> SUPPLIED INFORMATION
===============

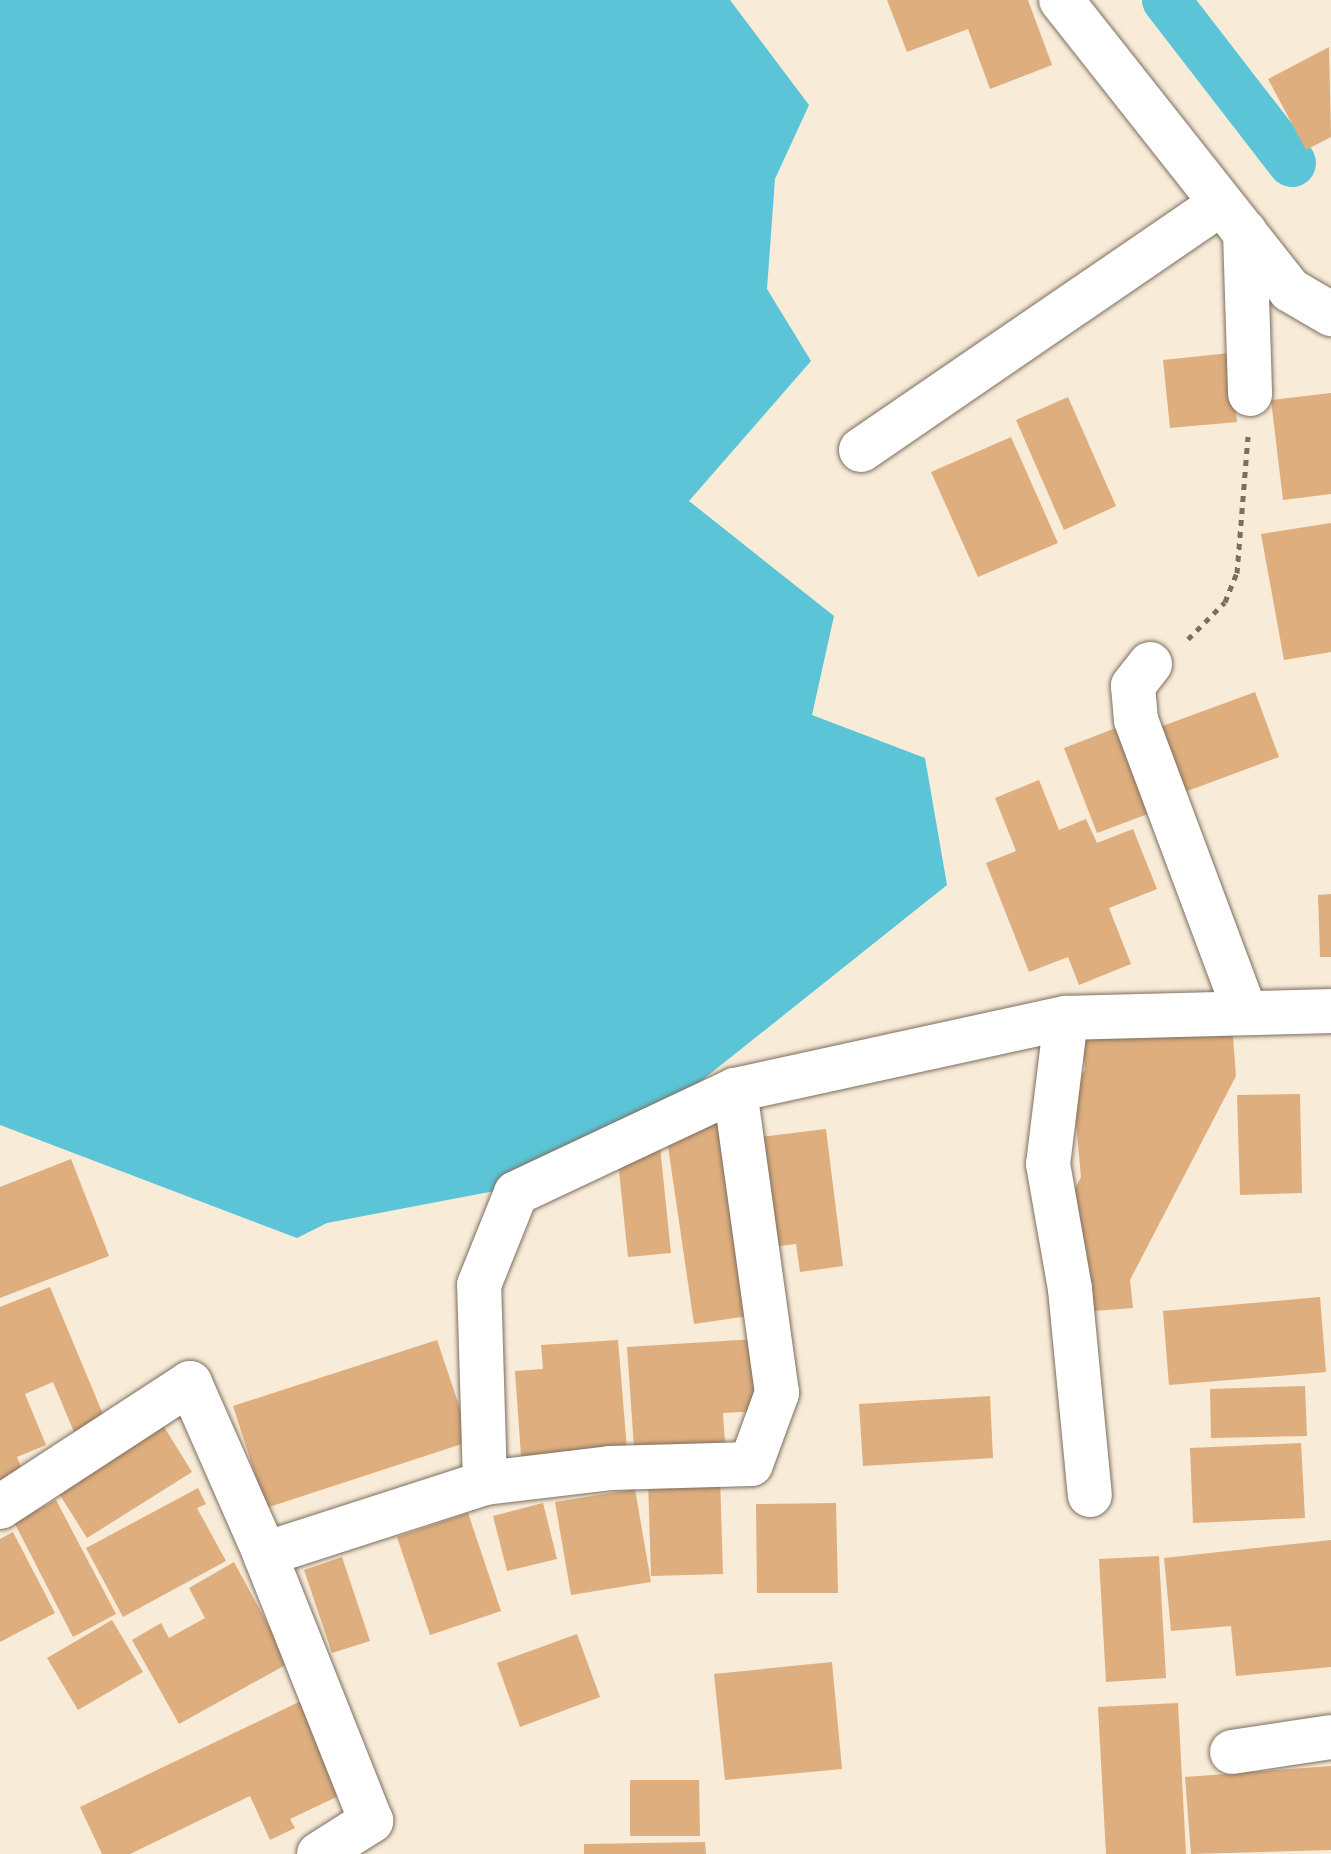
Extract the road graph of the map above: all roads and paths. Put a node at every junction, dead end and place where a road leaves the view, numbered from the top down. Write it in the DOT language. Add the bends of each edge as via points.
graph roads {
  1 [pos="1061,0"];
  2 [pos="1232,219"];
  3 [pos="1331,314"];
  4 [pos="1250,394"];
  5 [pos="861,450"];
  6 [pos="1150,664"];
  7 [pos="1244,1009"];
  8 [pos="1331,1011"];
  9 [pos="1066,1018"];
  10 [pos="735,1090"];
  11 [pos="485,1483"];
  12 [pos="1090,1495"];
  13 [pos="0,1507"];
  14 [pos="265,1554"];
  15 [pos="1331,1737"];
  16 [pos="1232,1752"];
  17 [pos="378,1837"];
  18 [pos="319,1854"];
  1 -- 2 [label="street"];
  2 -- 3 [label="street" via="1290,290"];
  2 -- 4 [label="street"];
  2 -- 5 [label="street"];
  4 -- 6 [label="path" via="1237,573 1208,622"];
  6 -- 7 [label="street" via="1133,686 1136,720"];
  7 -- 8 [label="street"];
  7 -- 9 [label="street"];
  9 -- 10 [label="street"];
  9 -- 12 [label="street" via="1048,1164 1070,1289"];
  10 -- 11 [label="street" via="516,1193 479,1285"];
  10 -- 11 [label="street" via="777,1393 751,1464 610,1468"];
  11 -- 14 [label="street"];
  13 -- 14 [label="street" via="190,1383"];
  14 -- 17 [label="street"];
  15 -- 16 [label="street"];
  17 -- 18 [label="street"];
}
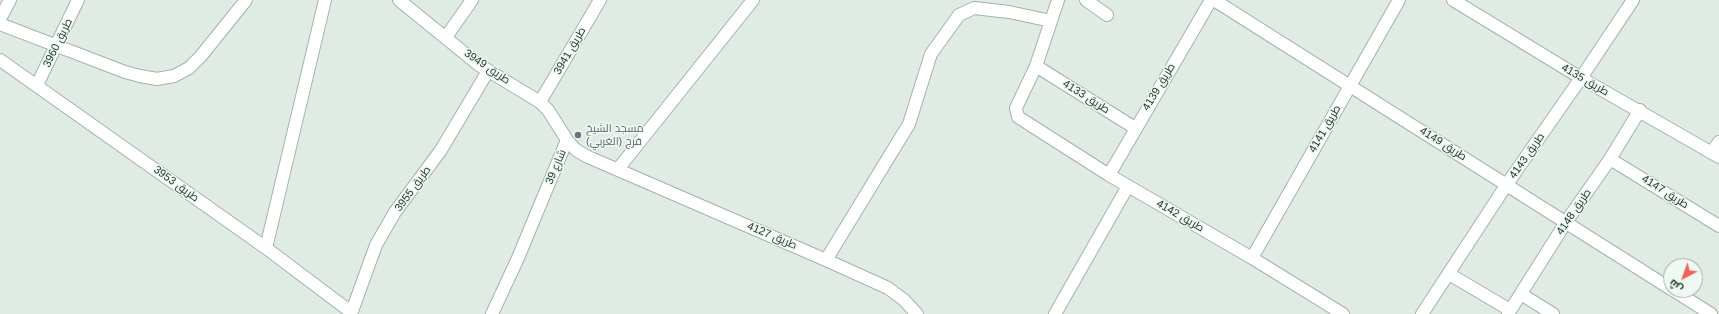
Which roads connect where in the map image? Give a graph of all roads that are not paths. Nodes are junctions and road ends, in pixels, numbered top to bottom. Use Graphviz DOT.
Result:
graph roads {
  1 [pos="10,0"];
  2 [pos="78,0"];
  3 [pos="246,0"];
  4 [pos="325,0"];
  5 [pos="399,0"];
  6 [pos="472,0"];
  7 [pos="600,0"];
  8 [pos="753,0"];
  9 [pos="1058,0"];
  10 [pos="1086,0"];
  11 [pos="1212,0"];
  12 [pos="1399,0"];
  13 [pos="1453,0"];
  14 [pos="1633,0"];
  15 [pos="1107,14"];
  16 [pos="0,19"];
  17 [pos="1051,21"];
  18 [pos="0,24"];
  19 [pos="446,37"];
  20 [pos="56,45"];
  21 [pos="0,60"];
  22 [pos="1036,66"];
  23 [pos="488,71"];
  24 [pos="1581,78"];
  25 [pos="37,85"];
  26 [pos="1350,86"];
  27 [pos="540,102"];
  28 [pos="1640,110"];
  29 [pos="1135,128"];
  30 [pos="567,140"];
  31 [pos="1719,142"];
  32 [pos="1716,155"];
  33 [pos="1610,159"];
  34 [pos="618,170"];
  35 [pos="1109,175"];
  36 [pos="1507,184"];
  37 [pos="1128,186"];
  38 [pos="1566,222"];
  39 [pos="1719,226"];
  40 [pos="266,248"];
  41 [pos="1252,258"];
  42 [pos="826,260"];
  43 [pos="1449,274"];
  44 [pos="1663,283"];
  45 [pos="1521,294"];
  46 [pos="1686,298"];
  47 [pos="1509,312"];
  48 [pos="351,313"];
  49 [pos="492,314"];
  50 [pos="917,314"];
  51 [pos="1055,314"];
  52 [pos="1343,314"];
  53 [pos="1422,314"];
  54 [pos="1553,314"];
  55 [pos="1711,314"];
  1 -- 16 [label="street"];
  2 -- 20 [label="street, طريق 3960"];
  3 -- 20 [label="street"];
  4 -- 40 [label="street"];
  5 -- 19 [label="street, طريق 3949"];
  6 -- 19 [label="street"];
  7 -- 27 [label="street, طريق 3941"];
  8 -- 34 [label="street"];
  9 -- 17 [label="street"];
  10 -- 15 [label="street"];
  11 -- 26 [label="street, طريق 4149"];
  11 -- 29 [label="street, طريق 4139"];
  12 -- 26 [label="street, طريق 4141"];
  13 -- 24 [label="street, طريق 4135"];
  14 -- 24 [label="street, طريق 4143"];
  17 -- 22 [label="street"];
  17 -- 42 [label="street"];
  18 -- 20 [label="street"];
  19 -- 23 [label="street, طريق 3949"];
  20 -- 25 [label="street, طريق 3960"];
  21 -- 25 [label="street, طريق 3953"];
  22 -- 29 [label="street, طريق 4133"];
  22 -- 35 [label="street, طريق 4142"];
  23 -- 27 [label="street, طريق 3949"];
  23 -- 48 [label="street, طريق 3955"];
  24 -- 28 [label="street, طريق 4135"];
  24 -- 36 [label="street, طريق 4143"];
  25 -- 40 [label="street, طريق 3953"];
  26 -- 36 [label="street, طريق 4149"];
  26 -- 41 [label="street, طريق 4141"];
  27 -- 30 [label="street, طريق 3949"];
  28 -- 32 [label="street, طريق 4135"];
  28 -- 33 [label="street, طريق 4148"];
  29 -- 35 [label="street, طريق 4139"];
  30 -- 34 [label="street, شارع 39"];
  30 -- 49 [label="street, شارع 39"];
  31 -- 32 [label="street"];
  33 -- 38 [label="street, طريق 4148"];
  33 -- 39 [label="street, طريق 4147"];
  34 -- 42 [label="street, طريق 4127"];
  35 -- 37 [label="street, طريق 4142"];
  36 -- 38 [label="street, طريق 4149"];
  36 -- 43 [label="street, طريق 4143"];
  37 -- 41 [label="street, طريق 4142"];
  37 -- 51 [label="street"];
  38 -- 44 [label="street, طريق 4149"];
  38 -- 45 [label="street, طريق 4148"];
  40 -- 48 [label="street, طريق 3953"];
  41 -- 52 [label="street, طريق 4142"];
  42 -- 50 [label="street, طريق 4127"];
  43 -- 47 [label="street"];
  43 -- 53 [label="street, طريق 4143"];
  45 -- 47 [label="street, طريق 4148"];
  45 -- 54 [label="street"];
  46 -- 55 [label="street, طريق 4149"];
}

===============

> YOUR INSTRUCTIONS
Find the lines in the entries above where "graph" occurs, and copy each of them.

> PROBLEM SOLUTION
Extract the road graph of the map above: all roads and paths. Put a node at every junction, dead end and place where a road leaves the view, numbered from the top down. Write it in the DOT language. Add the bends of each edge as via points.
graph roads {
Which roads connect where in the map image? Give a graph of all roads that are not paths. Nodes are junctions and road ends, in pixels, numbered top to bottom. Use Graphviz DOT.
graph roads {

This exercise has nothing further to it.